=== Data records ===
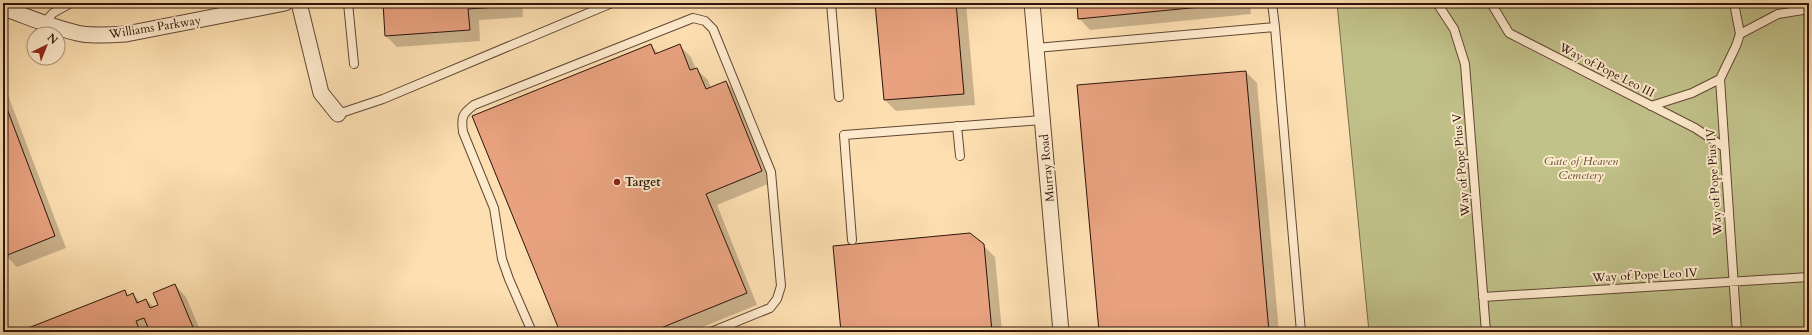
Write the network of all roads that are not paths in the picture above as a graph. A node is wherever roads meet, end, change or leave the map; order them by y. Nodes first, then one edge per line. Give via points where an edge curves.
1 (71, 3) edge
2 (286, 3) edge
3 (299, 3) edge
4 (348, 3) edge
5 (612, 3) edge
6 (831, 3) edge
7 (1032, 3) edge
8 (1272, 3) edge
9 (1437, 3) edge
10 (1491, 3) edge
11 (1734, 3) edge
12 (3, 8) edge
13 (1809, 9) edge
14 (45, 22) junction
15 (1275, 27) junction
16 (1740, 34) junction
17 (1036, 48) junction
18 (354, 64) dead end
19 (1720, 79) junction
20 (839, 97) dead end
21 (1651, 106) junction
22 (338, 114) joint
23 (1042, 120) junction
24 (957, 126) junction
25 (1724, 147) junction
26 (960, 156) dead end
27 (852, 240) dead end
28 (1809, 277) edge
29 (1734, 282) junction
30 (1483, 297) junction
31 (532, 332) edge
32 (711, 332) edge
33 (1062, 332) edge
34 (1301, 332) edge
35 (1486, 332) edge
36 (1737, 332) edge

1 - 14 lane via 53,13
2 - 14 street, Williams Parkway via 105,36 82,34
3 - 22 street via 321,93
4 - 18 lane
5 - 22 lane via 383,98
6 - 20 lane
7 - 17 street, Murray Road
8 - 15 lane
9 - 30 lane, Way of Pope Pius V via 1454,29 1465,64
10 - 21 lane, Way of Pope Leo III via 1508,33
11 - 16 lane
12 - 14 street, Williams Parkway
13 - 16 lane via 1778,14
15 - 17 lane
15 - 34 lane
16 - 19 lane, Way of Pope Pius IV
17 - 23 street, Murray Road
19 - 21 lane via 1692,93
19 - 25 lane, Way of Pope Pius IV
21 - 25 lane, Way of Pope Leo III via 1695,128
23 - 24 lane
23 - 33 street, Murray Road
24 - 26 lane
24 - 27 lane via 844,135
25 - 29 lane, Way of Pope Pius IV
28 - 29 lane, Way of Pope Leo IV
29 - 30 lane, Way of Pope Leo IV
29 - 36 lane, Way of Pope Pius IV
30 - 35 lane, Way of Pope Pius V
31 - 32 lane via 504,262 494,208 462,132 462,119 466,111 474,105 693,18 705,21 713,29 771,172 781,286 770,308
===
■ To do
Write out the data above in full and exactly, but not the pictures.

■ Problem solution
Write the network of all roads that are not paths in the picture above as a graph. A node is wherever roads meet, end, change or leave the map; order them by y. Nodes first, then one edge per line. Give via points where an edge curves.
1 (71, 3) edge
2 (286, 3) edge
3 (299, 3) edge
4 (348, 3) edge
5 (612, 3) edge
6 (831, 3) edge
7 (1032, 3) edge
8 (1272, 3) edge
9 (1437, 3) edge
10 (1491, 3) edge
11 (1734, 3) edge
12 (3, 8) edge
13 (1809, 9) edge
14 (45, 22) junction
15 (1275, 27) junction
16 (1740, 34) junction
17 (1036, 48) junction
18 (354, 64) dead end
19 (1720, 79) junction
20 (839, 97) dead end
21 (1651, 106) junction
22 (338, 114) joint
23 (1042, 120) junction
24 (957, 126) junction
25 (1724, 147) junction
26 (960, 156) dead end
27 (852, 240) dead end
28 (1809, 277) edge
29 (1734, 282) junction
30 (1483, 297) junction
31 (532, 332) edge
32 (711, 332) edge
33 (1062, 332) edge
34 (1301, 332) edge
35 (1486, 332) edge
36 (1737, 332) edge

1 - 14 lane via 53,13
2 - 14 street, Williams Parkway via 105,36 82,34
3 - 22 street via 321,93
4 - 18 lane
5 - 22 lane via 383,98
6 - 20 lane
7 - 17 street, Murray Road
8 - 15 lane
9 - 30 lane, Way of Pope Pius V via 1454,29 1465,64
10 - 21 lane, Way of Pope Leo III via 1508,33
11 - 16 lane
12 - 14 street, Williams Parkway
13 - 16 lane via 1778,14
15 - 17 lane
15 - 34 lane
16 - 19 lane, Way of Pope Pius IV
17 - 23 street, Murray Road
19 - 21 lane via 1692,93
19 - 25 lane, Way of Pope Pius IV
21 - 25 lane, Way of Pope Leo III via 1695,128
23 - 24 lane
23 - 33 street, Murray Road
24 - 26 lane
24 - 27 lane via 844,135
25 - 29 lane, Way of Pope Pius IV
28 - 29 lane, Way of Pope Leo IV
29 - 30 lane, Way of Pope Leo IV
29 - 36 lane, Way of Pope Pius IV
30 - 35 lane, Way of Pope Pius V
31 - 32 lane via 504,262 494,208 462,132 462,119 466,111 474,105 693,18 705,21 713,29 771,172 781,286 770,308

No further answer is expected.